So, Ian, I think a lot of people know you from the Salesforce community. You’ve been around a little bit. Something I’d like to know is when you were very young, how did you first get enchanted with technology? 

Ian Gotts:

That’s interesting. I’ve always been really from the business in the house as well. I think in my first job at Accenture, I was involved in implementing systems. But from a business perspective. So we’re looking at an ERP system. But it was pretty clear then that everything runs on technology. I mean, I couldn’t have predicted where we are now. Maybe if I had, I would have bought Apple shares or sales force or whatever. 

But the point is, even then, back in 1986, it was clear the only way you were going to build an aircraft was by having an ERP system which had accurate bills of material and accurate data that was the back office system. At that point, Salesforce was really in its infancy. We were using apps and spreadsheets to manage customer data. Siebel was this big monster that it was too expensive to maintain, too expensive to implement. 

Salesforce came in and really they said, let’s make it as easy as buying a book on Amazon. Let’s make building a CRM system as easy as that. And at that point, you suddenly went, Hang on, I’m no good at coding when I can actually deliver stuff. And I think that if we just roll over for 20, 30, 40 years, you think what people are now doing the code, people with relatively technical skills can now build fairly sophisticated systems. That’s the problem with technology. 

Vernon Keenan:

Now, your company got an investment late last year, and I presume you’ve been growing quite a bit. I think we need to kind of confirm some obvious things that we notice around us. Salesforce Sales have been skyrocketing. So I presume you’ve been seeing a lot of interest from bigger companies and other folks trying to do digital transformations and big projects with Salesforce. 

Ian Gotts:

Yeah. Okay. So in the last two years, we’ve been stuck at home. Covid has accelerated digital transformation for pretty much every company. Everyone was scrabbling to go, okay, we need an online presence. Salesforce was the obvious candidate there to say, well, to do that properly, you need all your customization in one place. And I think that’s a real driver for why customers have been adopting Salesforce. That’s the first thing. And the second thing is Salesforce has so much power now, the ability to connect to third party systems. 

It’s suddenly safe. It’s suddenly the enterprise application. 

When Salesforce first launched back in 2000, Gartner’s prediction was, it won’t work, it will get killed. Look where we are now. It’s now a credible platform, absolutely incredible platform that every brand name you can think of relies on. So absolutely, we’re now at a point where big customers are relying on Salesforce, which is back to the conversation we started with, which is now they require enterprise scale tooling for everything around lifecycle, business analysis, understanding your work development, test, training, and then back up and then round that slide. 

Vernon Keenan:

So why don’t you give us just kind of like a little elevator pitch on Elements cloud? 

Ian Gotts:

Okay, that’s pretty easy. It’s very difficult to manage a Salesforce.org if you don’t understand it. So at the heart of Elements is the ability to very quickly pull all the metadata out and then build a map of the dependencies, the impact. So very quickly you understand the.org once you’ve got that in place, you can then start moving from heroics to excellence. 
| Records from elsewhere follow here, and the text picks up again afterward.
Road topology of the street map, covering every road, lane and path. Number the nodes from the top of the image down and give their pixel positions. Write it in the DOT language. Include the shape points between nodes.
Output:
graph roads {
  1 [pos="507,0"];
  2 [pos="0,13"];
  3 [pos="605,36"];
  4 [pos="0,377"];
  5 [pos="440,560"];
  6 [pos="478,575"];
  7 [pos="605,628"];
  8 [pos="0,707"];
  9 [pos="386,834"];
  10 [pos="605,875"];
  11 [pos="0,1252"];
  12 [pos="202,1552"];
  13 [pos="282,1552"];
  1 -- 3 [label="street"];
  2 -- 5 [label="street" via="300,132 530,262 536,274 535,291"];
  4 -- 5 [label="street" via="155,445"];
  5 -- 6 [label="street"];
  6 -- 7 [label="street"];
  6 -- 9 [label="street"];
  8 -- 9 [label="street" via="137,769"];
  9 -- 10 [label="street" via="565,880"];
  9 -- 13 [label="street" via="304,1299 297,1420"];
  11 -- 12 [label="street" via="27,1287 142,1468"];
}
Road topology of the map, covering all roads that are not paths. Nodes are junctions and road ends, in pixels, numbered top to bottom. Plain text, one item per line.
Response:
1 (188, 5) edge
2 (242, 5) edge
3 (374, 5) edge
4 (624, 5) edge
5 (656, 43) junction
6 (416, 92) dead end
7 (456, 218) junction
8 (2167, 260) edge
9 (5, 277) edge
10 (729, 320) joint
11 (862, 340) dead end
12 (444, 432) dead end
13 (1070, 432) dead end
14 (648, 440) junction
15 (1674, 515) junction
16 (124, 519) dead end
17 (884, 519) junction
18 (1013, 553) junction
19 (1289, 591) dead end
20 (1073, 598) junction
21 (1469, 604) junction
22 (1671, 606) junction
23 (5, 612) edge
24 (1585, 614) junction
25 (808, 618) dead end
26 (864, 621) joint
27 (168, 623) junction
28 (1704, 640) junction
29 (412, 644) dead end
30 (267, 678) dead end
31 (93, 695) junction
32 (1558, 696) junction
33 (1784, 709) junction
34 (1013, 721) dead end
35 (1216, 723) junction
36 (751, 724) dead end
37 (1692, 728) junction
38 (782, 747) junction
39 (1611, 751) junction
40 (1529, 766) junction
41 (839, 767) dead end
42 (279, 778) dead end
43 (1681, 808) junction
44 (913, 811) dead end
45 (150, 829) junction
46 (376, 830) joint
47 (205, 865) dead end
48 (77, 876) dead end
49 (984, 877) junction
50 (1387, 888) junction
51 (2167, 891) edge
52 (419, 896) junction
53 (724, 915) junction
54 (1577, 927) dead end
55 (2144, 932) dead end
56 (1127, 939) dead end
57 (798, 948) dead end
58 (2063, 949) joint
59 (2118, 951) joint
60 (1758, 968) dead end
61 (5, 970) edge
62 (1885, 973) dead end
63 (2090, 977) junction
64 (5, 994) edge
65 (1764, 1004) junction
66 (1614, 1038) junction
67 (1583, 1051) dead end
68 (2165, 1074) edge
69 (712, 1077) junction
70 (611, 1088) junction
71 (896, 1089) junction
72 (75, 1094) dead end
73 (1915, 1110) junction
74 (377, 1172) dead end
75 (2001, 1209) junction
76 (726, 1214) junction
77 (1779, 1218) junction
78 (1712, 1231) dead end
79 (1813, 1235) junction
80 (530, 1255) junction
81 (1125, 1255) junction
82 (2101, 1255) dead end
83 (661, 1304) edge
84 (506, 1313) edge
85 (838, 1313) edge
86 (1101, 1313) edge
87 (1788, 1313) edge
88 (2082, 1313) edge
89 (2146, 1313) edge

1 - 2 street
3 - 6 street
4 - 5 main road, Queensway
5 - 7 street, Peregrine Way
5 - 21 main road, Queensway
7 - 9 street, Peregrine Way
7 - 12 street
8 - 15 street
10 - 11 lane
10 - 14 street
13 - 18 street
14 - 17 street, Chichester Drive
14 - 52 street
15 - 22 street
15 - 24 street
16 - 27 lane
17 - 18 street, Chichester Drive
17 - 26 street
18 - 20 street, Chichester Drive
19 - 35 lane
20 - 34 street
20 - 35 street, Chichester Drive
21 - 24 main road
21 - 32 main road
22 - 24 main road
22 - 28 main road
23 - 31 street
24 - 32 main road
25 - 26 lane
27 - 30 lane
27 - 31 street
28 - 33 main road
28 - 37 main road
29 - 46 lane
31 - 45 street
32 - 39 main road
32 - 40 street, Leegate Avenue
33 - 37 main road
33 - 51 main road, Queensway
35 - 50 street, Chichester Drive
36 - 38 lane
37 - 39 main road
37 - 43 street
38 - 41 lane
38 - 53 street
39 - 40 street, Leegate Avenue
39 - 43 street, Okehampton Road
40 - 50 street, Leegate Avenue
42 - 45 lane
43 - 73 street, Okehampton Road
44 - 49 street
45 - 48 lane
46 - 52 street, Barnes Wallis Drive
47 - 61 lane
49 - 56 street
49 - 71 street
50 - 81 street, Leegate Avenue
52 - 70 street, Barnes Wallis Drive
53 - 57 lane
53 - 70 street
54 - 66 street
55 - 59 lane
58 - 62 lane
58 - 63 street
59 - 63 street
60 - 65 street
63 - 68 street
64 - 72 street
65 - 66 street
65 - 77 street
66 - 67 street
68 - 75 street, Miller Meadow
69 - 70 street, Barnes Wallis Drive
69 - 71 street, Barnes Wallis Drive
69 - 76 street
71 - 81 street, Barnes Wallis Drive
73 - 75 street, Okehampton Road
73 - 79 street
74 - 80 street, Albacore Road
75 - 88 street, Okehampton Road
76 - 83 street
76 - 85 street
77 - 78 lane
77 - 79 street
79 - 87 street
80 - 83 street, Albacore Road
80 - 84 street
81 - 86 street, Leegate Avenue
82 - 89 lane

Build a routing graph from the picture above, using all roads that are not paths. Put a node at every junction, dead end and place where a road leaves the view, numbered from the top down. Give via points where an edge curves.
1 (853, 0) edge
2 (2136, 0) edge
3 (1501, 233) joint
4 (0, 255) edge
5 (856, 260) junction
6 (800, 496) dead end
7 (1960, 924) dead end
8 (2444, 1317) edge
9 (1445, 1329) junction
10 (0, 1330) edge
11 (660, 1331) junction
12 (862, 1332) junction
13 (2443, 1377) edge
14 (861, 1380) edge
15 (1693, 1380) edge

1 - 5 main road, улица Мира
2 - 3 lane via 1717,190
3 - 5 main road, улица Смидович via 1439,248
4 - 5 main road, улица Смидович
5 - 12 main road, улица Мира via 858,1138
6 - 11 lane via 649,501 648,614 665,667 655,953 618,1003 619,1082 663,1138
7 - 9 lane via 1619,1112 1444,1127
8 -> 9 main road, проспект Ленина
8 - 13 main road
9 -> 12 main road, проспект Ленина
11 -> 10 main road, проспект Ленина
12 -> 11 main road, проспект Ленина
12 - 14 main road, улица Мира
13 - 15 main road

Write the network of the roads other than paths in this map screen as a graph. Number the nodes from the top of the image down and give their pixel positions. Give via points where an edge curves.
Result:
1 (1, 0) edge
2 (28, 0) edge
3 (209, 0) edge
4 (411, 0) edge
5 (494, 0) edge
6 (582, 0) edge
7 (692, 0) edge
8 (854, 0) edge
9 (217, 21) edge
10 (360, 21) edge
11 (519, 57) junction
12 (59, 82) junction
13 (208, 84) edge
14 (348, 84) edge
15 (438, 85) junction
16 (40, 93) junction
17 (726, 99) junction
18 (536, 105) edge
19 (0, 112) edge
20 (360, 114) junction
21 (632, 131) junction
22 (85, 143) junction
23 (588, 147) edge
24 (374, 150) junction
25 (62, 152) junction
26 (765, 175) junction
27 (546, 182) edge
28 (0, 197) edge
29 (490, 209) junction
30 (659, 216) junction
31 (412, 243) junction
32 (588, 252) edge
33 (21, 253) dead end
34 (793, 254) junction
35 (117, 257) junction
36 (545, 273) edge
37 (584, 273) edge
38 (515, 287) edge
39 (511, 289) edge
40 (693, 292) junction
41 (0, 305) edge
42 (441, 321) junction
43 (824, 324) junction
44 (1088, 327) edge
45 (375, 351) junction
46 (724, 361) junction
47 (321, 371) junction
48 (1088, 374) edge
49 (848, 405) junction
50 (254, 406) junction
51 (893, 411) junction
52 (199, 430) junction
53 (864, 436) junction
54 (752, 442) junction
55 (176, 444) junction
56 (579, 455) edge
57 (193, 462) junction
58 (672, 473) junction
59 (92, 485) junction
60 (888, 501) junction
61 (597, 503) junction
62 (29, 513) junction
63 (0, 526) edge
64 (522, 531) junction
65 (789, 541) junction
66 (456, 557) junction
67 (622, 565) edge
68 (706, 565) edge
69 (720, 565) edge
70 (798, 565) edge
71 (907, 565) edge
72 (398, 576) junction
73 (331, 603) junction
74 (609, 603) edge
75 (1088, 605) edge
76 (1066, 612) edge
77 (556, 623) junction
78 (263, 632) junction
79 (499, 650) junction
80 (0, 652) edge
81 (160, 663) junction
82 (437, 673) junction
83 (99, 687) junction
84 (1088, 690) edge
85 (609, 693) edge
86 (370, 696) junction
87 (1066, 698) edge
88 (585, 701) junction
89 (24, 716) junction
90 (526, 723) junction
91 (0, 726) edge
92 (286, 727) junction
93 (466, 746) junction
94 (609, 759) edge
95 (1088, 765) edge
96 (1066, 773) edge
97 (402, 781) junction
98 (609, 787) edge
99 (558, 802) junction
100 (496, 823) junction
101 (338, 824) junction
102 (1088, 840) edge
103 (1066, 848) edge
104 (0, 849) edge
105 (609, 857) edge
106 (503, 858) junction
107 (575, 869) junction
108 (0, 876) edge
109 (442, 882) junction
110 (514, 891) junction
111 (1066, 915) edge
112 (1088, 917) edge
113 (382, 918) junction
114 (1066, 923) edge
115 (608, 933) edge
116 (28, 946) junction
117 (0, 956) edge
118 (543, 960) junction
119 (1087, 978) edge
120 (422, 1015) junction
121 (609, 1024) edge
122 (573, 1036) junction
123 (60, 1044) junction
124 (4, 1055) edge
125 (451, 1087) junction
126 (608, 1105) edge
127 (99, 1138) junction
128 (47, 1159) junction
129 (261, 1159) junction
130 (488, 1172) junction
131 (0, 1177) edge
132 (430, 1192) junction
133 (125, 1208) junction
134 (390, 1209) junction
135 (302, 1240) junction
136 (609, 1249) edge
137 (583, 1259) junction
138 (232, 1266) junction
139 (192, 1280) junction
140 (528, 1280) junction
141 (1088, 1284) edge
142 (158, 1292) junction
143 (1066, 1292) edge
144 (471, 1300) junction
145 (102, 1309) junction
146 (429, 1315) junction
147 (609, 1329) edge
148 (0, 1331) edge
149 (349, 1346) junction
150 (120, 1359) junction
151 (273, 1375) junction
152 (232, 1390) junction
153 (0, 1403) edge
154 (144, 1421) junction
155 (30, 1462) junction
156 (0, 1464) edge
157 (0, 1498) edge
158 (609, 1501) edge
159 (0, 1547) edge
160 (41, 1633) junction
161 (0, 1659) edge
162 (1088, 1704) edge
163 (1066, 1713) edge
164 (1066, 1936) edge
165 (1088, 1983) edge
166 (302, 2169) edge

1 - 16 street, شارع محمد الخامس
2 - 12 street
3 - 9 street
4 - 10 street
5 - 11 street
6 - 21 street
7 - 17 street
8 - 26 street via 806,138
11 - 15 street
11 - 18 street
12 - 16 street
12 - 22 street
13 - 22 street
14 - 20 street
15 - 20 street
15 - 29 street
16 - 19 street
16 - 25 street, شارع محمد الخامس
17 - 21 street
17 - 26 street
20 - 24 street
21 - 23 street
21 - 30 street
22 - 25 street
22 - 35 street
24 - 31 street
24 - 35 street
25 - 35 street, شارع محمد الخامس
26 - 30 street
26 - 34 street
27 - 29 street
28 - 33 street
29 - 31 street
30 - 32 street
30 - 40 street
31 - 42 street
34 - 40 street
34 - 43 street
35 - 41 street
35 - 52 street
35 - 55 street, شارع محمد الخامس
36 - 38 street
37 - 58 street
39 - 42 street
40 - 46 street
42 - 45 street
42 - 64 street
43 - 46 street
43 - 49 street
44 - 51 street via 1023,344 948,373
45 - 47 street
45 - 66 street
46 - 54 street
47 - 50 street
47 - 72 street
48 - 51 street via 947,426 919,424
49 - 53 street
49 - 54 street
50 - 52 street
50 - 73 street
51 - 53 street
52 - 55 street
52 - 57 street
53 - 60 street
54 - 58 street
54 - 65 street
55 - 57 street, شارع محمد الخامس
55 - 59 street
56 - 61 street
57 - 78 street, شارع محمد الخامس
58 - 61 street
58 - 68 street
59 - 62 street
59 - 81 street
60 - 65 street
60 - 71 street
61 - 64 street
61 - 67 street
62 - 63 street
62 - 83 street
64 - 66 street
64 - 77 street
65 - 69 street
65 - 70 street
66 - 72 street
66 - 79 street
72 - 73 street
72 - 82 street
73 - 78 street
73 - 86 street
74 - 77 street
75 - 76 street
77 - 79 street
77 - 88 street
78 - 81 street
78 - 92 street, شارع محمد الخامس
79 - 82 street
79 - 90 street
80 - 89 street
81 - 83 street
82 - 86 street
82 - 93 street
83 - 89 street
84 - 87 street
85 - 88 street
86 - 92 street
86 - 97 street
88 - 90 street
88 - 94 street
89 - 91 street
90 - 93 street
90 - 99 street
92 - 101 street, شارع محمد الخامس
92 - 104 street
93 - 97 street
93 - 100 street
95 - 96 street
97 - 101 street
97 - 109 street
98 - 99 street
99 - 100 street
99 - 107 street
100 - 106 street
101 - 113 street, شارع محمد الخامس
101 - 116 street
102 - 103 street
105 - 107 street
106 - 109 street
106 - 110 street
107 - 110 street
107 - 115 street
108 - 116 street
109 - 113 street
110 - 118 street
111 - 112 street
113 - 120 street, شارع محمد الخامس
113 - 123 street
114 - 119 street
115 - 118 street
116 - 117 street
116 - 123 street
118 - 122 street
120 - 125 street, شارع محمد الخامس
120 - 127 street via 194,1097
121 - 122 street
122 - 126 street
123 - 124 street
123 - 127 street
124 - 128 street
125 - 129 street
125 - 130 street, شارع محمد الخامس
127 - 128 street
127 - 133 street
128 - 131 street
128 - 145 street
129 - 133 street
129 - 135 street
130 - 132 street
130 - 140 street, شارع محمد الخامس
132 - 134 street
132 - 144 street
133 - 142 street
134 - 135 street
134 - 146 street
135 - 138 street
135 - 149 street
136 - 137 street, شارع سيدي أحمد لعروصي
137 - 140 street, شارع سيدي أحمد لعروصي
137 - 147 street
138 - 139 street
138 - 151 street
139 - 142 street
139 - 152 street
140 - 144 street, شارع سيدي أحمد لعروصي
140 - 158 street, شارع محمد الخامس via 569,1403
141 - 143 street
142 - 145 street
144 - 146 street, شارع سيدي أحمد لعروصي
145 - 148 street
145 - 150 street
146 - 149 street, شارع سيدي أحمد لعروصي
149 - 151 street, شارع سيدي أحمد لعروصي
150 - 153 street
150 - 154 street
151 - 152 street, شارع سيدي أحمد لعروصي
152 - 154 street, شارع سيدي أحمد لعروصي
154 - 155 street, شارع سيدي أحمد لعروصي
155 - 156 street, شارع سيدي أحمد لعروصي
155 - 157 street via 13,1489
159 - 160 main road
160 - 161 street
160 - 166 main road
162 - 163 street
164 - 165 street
So it’s about managing your better, doing better business analysis, making sure the user storage you passed DevOps are complete thought through. We have an impact assessment. We can do some view of assessing how much effort it takes, and then when it comes to delivery. We’ve got the training content there. 

So we’re really trying to support that whole lifecycle. But it starts with all discovery, whether you’re a new admin, a platform owner who’s trying to work out what’s been implemented, or you’re a consultant going into a new client. 

We’ve got a huge number of consultants now buying a consulting license to go, and this is plug it in two minutes, an hour or two later, I X ray vision about what I walked into in terms of the client’s implementation. 

Vernon Keenan:

I think that’s so powerful because there’s no such thing in Salesforce. To be able to get like a snapshot of the source code of the thing so that you could examine it. You really need these discovery tools and what I call metadata intelligence and change management tools. Change intelligence, which is Elements has been doing some leadership in that in terms of providing those tools to developers and to consultants. So I think that’s great. 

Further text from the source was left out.